Description of problem: [RFE] add a tool to rebuild mon store from OSD Backport: http://tracker.ceph.com/issues/17179 Version-Release number of selected component (if applicable): Red Hat Ceph Storage 2.0
jewel backport PR : https://github.com/ceph/ceph/pull/11126
As per this https://bugzilla.redhat.com/show_bug.cgi?id=1378288#c13 unable to verify this bug.

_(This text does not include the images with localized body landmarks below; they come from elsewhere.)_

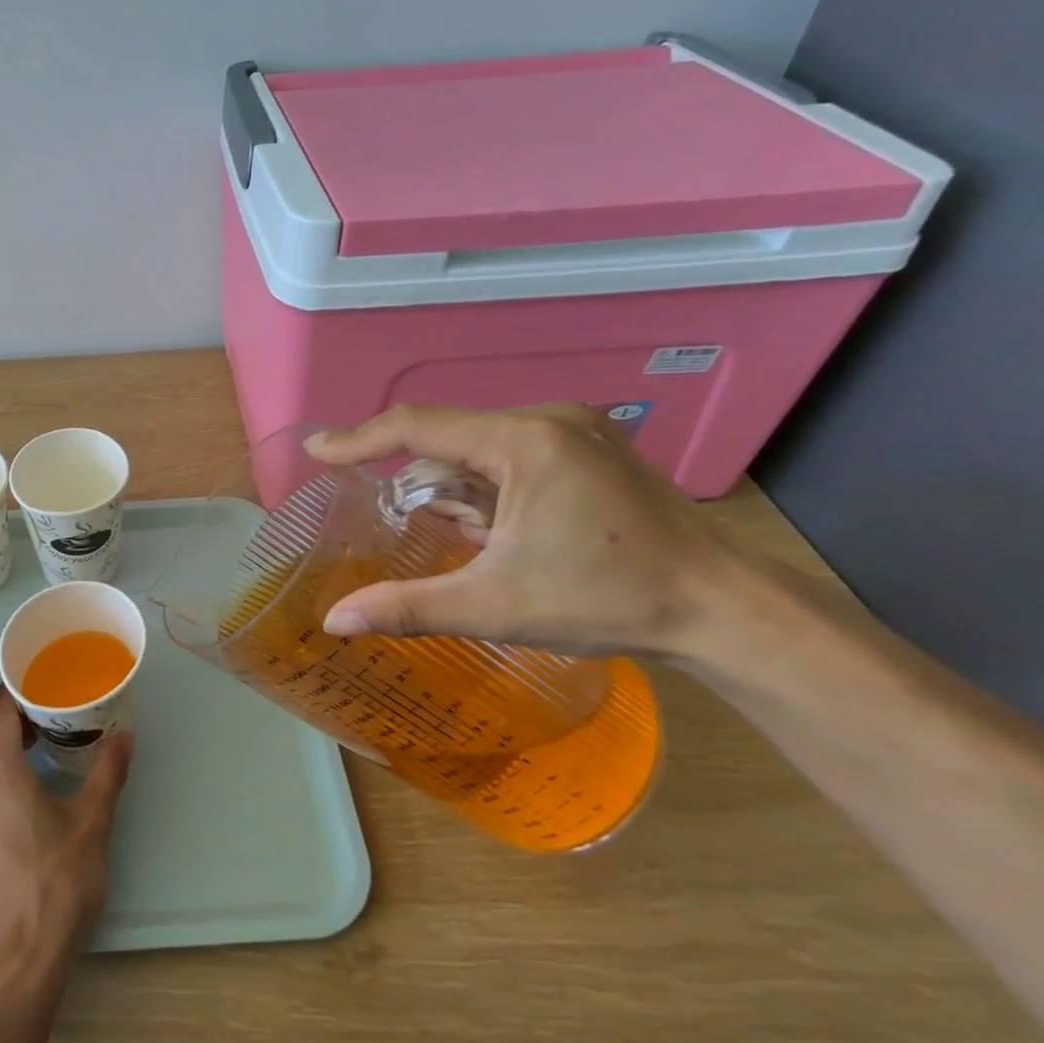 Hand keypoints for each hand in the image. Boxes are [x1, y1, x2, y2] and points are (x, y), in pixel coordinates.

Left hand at [0, 694, 133, 974]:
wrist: (16, 962)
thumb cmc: (54, 882)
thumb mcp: (91, 822)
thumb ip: (108, 772)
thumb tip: (125, 735)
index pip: (2, 711)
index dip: (20, 687)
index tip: (45, 672)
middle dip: (25, 718)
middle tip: (60, 704)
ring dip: (16, 750)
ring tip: (52, 743)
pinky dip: (8, 778)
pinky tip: (35, 790)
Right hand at [306, 403, 747, 658]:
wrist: (727, 611)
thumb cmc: (609, 600)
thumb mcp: (496, 605)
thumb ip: (408, 608)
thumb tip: (335, 622)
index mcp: (524, 441)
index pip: (418, 426)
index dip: (359, 439)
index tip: (315, 451)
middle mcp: (549, 420)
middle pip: (450, 438)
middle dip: (418, 481)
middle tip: (391, 519)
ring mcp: (576, 431)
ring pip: (481, 449)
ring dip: (457, 490)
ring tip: (468, 542)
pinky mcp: (591, 449)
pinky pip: (512, 457)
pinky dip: (488, 490)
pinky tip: (499, 532) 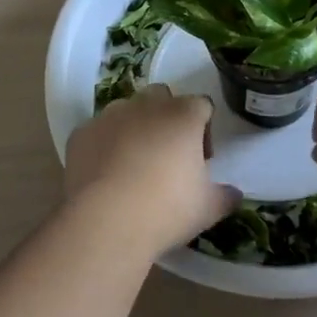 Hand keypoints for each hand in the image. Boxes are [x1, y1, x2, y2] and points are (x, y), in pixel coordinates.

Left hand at [64, 86, 241, 257]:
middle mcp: (146, 105)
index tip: (202, 159)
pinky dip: (104, 145)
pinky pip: (98, 131)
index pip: (202, 105)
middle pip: (162, 96)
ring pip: (127, 109)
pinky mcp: (82, 132)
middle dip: (168, 117)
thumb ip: (225, 196)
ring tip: (134, 164)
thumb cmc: (166, 208)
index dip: (205, 129)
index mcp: (183, 115)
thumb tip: (234, 194)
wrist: (106, 220)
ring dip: (135, 127)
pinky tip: (105, 174)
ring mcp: (110, 115)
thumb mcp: (207, 208)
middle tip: (169, 154)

talked over IRC with shylesh. please check http://docs.ceph.com/docs/jewel/rados/troubleshooting/troubleshooting-mon/#recovery-using-osds for details. what you are missing is the cap fields in the keyring instead of [mon.] key = AQBY5B1Y55SqARAAuCOaRjhvoUig1WTQWa1jOQ== [client.admin] key = AQBY5B1YuHvaAhAApmJ1Qm6HwPJFxvmSRRS3hw== we should have a keyring file looks like, [mon.] key = AQBY5B1Y55SqARAAuCOaRjhvoUig1WTQWa1jOQ== caps mon = "allow *" [client.admin] key = AQBY5B1YuHvaAhAApmJ1Qm6HwPJFxvmSRRS3hw== auid = 0 caps mds = "allow *" caps mon = "allow *" caps osd = "allow *" when "ceph-monstore-tool /tmp/mon-store rebuild -- --keyring /path/to/admin.keyring".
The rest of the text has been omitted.